─── Material for this exercise

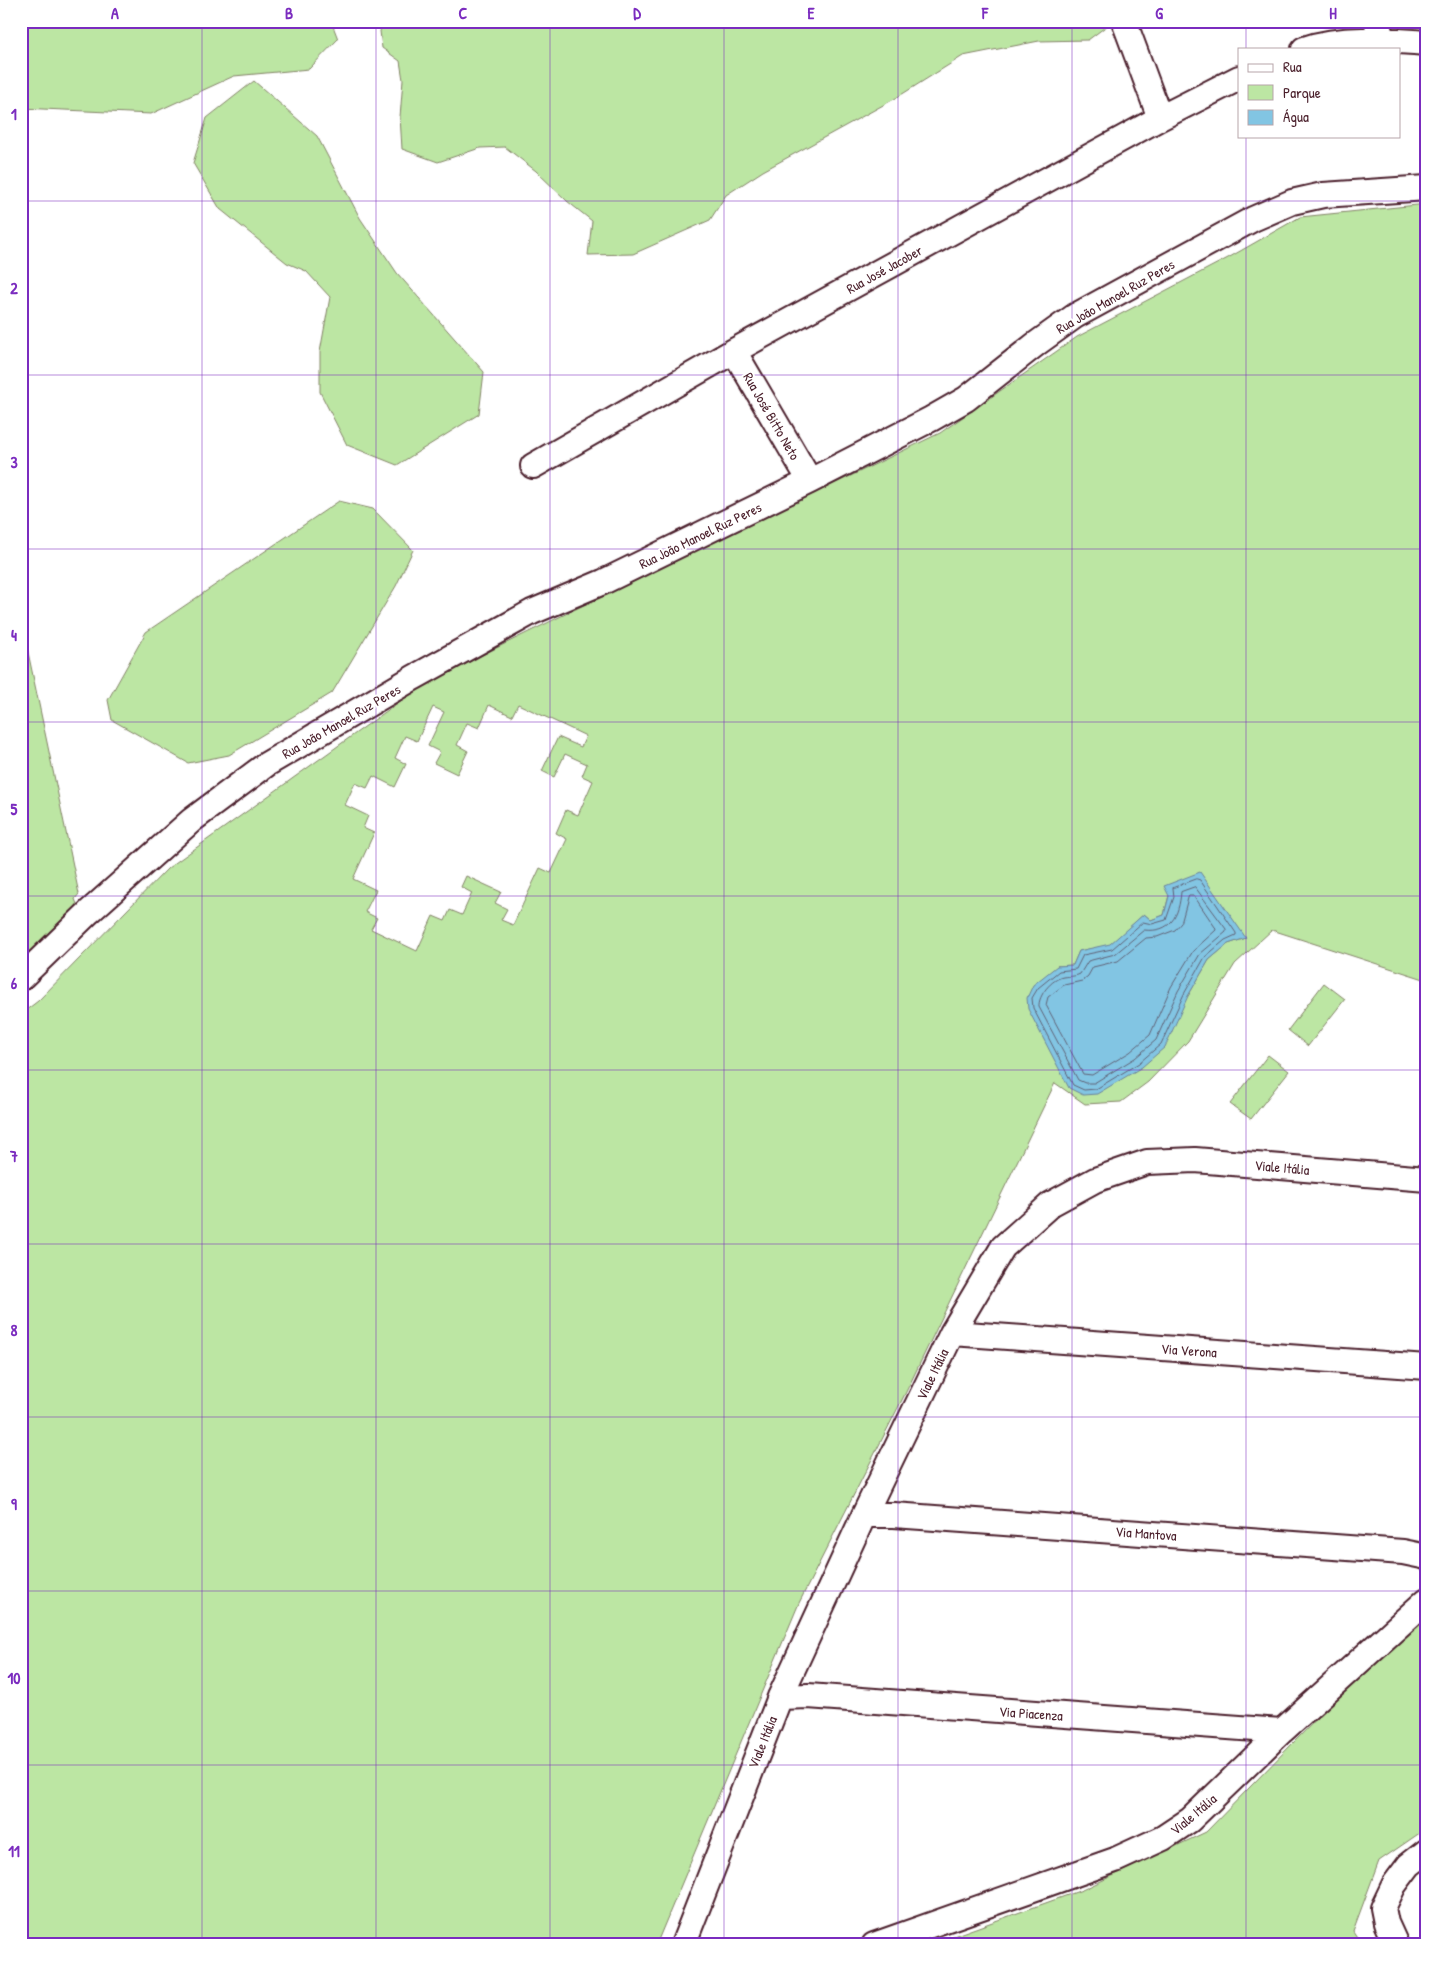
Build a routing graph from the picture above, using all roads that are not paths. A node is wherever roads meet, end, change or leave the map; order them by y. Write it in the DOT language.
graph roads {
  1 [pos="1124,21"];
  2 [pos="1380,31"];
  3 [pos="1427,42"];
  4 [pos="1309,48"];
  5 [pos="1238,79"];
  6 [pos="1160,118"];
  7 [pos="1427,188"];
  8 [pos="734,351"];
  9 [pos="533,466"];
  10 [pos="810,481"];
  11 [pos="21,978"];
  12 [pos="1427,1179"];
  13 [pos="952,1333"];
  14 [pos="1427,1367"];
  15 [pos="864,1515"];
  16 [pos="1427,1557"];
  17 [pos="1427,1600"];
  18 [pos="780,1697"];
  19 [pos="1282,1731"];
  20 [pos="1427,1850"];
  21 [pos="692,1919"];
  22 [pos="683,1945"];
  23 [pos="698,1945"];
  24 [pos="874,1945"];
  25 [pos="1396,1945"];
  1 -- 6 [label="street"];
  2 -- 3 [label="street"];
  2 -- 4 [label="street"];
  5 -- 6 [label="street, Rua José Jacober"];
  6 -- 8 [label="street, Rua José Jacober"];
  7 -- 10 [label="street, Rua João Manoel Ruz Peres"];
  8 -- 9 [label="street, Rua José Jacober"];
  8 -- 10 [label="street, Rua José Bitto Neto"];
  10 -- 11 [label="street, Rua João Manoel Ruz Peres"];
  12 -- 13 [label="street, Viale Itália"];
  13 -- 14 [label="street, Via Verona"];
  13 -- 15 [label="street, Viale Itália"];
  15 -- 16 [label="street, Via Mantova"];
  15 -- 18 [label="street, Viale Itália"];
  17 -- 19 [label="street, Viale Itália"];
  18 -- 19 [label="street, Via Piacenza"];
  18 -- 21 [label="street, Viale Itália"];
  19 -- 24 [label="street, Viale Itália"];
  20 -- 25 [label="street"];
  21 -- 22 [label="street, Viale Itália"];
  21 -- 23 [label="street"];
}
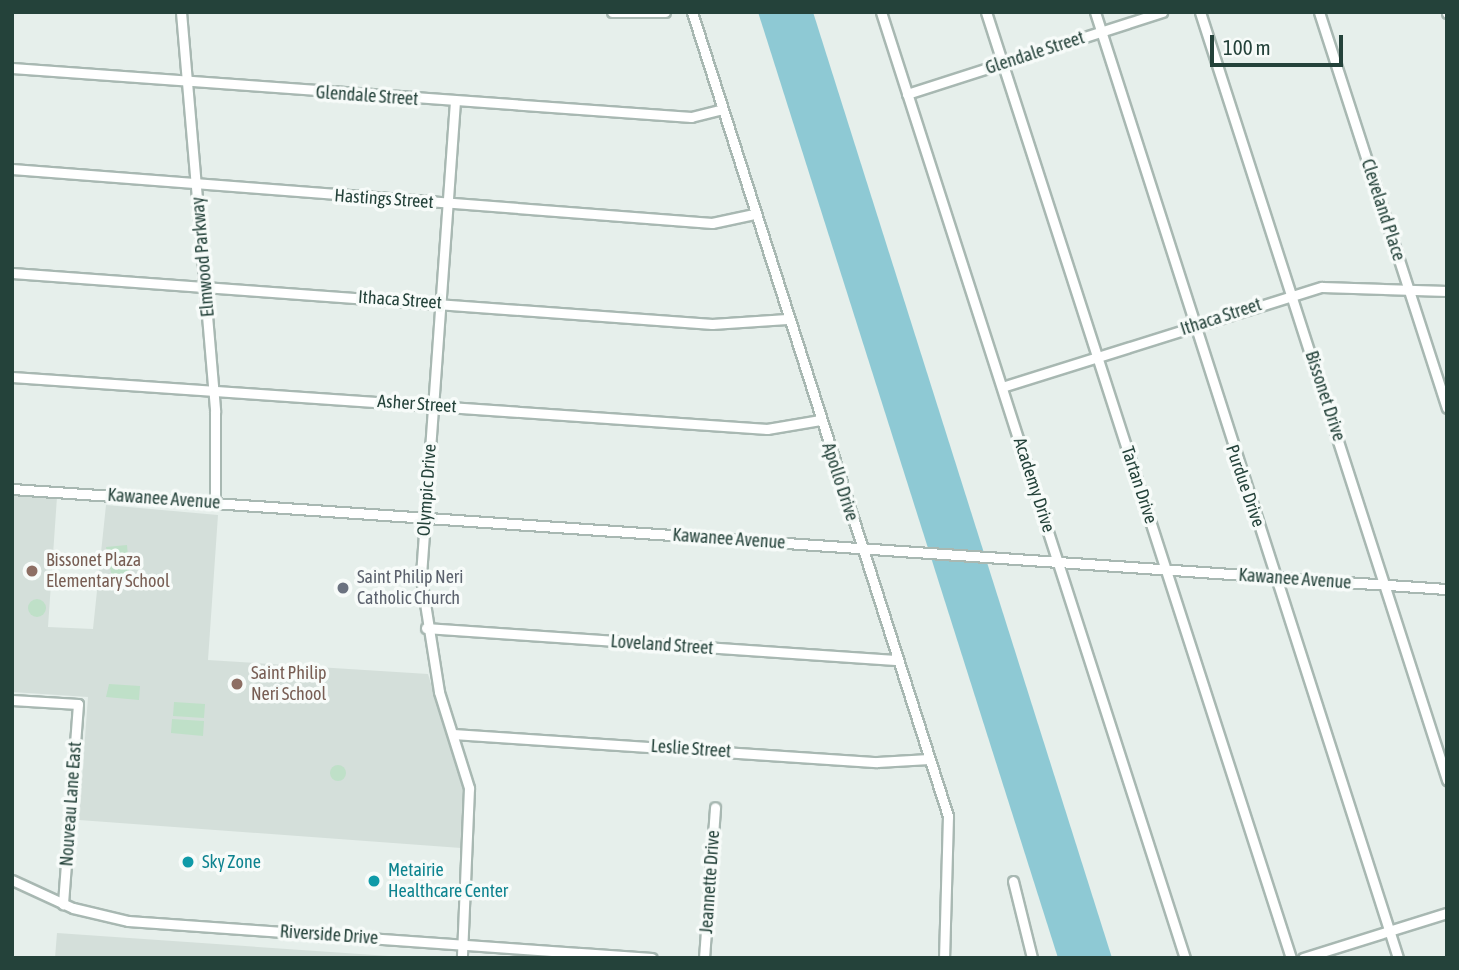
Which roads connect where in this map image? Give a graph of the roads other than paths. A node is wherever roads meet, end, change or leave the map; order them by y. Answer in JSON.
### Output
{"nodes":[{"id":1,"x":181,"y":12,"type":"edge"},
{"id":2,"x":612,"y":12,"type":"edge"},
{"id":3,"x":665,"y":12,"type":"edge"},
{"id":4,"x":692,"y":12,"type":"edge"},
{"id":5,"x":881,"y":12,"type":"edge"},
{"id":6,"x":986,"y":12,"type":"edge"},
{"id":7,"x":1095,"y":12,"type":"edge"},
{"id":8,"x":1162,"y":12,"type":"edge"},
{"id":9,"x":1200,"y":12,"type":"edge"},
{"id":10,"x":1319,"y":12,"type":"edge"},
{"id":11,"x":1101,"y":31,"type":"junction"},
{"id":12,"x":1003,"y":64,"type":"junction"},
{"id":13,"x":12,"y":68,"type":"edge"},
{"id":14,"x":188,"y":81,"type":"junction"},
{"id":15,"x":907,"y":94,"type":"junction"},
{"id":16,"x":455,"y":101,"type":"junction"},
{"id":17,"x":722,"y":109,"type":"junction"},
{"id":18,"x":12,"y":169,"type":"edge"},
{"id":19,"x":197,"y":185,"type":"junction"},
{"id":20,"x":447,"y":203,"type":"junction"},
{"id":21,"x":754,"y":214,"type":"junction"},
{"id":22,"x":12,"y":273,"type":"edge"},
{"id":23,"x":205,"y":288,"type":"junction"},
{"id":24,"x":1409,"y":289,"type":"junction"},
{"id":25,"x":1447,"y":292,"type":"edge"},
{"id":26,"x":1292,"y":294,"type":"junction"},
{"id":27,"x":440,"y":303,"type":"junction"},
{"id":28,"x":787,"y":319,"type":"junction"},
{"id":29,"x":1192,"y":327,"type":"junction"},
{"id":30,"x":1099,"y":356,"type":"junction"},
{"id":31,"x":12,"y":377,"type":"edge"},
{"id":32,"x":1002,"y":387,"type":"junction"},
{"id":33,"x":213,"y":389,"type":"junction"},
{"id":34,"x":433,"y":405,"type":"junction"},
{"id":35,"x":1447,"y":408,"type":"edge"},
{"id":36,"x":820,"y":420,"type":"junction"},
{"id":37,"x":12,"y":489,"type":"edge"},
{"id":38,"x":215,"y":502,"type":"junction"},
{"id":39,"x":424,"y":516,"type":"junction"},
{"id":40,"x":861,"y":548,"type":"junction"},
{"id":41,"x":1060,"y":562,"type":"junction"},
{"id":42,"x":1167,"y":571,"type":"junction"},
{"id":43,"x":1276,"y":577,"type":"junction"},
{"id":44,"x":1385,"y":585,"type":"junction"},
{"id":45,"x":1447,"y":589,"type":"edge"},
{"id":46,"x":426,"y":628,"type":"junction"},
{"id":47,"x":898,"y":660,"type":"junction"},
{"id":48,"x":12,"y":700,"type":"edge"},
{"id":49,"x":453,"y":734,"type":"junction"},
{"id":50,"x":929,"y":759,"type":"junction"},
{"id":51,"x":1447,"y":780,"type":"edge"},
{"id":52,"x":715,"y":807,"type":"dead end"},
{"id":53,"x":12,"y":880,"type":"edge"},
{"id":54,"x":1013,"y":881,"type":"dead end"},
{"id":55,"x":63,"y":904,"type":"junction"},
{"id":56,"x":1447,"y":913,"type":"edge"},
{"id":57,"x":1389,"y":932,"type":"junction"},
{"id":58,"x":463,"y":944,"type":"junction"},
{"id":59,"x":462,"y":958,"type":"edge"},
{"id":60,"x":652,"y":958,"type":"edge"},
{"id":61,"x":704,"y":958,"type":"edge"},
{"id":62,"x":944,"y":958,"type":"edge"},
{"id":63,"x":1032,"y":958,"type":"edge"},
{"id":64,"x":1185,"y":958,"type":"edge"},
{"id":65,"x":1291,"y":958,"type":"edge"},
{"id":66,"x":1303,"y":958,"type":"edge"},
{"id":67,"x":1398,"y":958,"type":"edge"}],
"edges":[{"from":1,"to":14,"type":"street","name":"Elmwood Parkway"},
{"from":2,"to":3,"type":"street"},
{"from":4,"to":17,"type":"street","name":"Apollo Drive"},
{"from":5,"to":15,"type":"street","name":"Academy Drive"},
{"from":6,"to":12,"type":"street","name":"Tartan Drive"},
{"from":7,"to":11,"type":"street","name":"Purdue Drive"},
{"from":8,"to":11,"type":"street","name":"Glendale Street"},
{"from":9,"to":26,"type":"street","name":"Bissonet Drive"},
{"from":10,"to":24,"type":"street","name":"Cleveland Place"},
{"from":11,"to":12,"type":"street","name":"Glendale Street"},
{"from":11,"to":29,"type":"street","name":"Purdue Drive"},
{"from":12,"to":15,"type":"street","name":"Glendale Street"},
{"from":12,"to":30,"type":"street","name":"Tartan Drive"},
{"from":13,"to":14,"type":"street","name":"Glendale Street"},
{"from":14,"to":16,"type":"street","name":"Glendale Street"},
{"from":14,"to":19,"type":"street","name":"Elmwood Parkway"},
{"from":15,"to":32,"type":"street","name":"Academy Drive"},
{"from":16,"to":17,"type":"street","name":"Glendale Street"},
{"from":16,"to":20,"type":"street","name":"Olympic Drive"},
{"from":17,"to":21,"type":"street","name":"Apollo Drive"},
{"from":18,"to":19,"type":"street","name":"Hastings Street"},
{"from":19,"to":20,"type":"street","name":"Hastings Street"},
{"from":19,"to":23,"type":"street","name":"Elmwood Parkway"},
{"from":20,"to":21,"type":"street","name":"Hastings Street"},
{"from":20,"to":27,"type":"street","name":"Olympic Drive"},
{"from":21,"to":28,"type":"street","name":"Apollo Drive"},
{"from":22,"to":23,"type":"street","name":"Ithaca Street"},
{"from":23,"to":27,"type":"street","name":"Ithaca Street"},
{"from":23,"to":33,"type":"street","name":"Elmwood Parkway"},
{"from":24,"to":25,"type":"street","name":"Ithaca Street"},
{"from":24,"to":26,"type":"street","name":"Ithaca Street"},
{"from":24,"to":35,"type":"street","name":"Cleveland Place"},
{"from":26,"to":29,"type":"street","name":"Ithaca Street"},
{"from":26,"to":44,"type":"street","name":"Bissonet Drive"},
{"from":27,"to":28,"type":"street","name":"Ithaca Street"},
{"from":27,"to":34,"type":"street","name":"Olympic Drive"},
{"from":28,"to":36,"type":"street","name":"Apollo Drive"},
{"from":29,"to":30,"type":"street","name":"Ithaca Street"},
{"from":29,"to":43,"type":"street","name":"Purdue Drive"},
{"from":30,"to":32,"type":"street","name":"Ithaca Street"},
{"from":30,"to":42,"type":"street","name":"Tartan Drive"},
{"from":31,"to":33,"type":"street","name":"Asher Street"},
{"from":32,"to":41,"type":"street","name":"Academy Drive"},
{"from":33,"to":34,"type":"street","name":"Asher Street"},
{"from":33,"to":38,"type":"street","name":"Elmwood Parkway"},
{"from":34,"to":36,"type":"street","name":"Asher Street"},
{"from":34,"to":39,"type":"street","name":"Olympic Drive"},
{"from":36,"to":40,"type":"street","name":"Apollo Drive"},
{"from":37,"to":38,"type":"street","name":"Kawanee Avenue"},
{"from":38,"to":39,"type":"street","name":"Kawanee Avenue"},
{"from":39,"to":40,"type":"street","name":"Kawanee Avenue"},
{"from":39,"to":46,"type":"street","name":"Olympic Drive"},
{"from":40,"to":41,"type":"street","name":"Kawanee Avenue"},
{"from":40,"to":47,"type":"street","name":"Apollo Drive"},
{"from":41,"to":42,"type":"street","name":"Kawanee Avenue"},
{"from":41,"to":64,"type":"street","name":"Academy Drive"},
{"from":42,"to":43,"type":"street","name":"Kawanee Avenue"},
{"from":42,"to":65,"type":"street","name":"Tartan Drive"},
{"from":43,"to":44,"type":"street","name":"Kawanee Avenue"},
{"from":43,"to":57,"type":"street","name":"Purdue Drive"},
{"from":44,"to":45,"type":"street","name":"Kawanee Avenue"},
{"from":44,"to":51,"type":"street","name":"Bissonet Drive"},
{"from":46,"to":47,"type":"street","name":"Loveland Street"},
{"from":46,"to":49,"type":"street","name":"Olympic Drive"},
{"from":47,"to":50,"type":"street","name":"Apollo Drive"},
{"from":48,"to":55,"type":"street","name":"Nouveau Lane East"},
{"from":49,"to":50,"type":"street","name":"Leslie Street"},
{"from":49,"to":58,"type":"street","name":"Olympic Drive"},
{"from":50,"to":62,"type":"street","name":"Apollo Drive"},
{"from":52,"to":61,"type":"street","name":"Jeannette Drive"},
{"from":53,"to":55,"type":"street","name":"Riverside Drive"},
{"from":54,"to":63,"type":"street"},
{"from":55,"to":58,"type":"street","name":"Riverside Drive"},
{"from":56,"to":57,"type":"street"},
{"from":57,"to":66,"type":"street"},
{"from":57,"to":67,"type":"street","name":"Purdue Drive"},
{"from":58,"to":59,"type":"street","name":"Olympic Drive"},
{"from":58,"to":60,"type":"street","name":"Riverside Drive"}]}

──────

_Assignment:_ Note each line of the entries that has "wherever" in it, and copy those lines.

_Result of this exercise:_
Build a routing graph from the picture above, using all roads that are not paths. A node is wherever roads meet, end, change or leave the map; order them by y. Write it in the DOT language.
Which roads connect where in this map image? Give a graph of the roads other than paths. A node is wherever roads meet, end, change or leave the map; order them by y. Answer in JSON.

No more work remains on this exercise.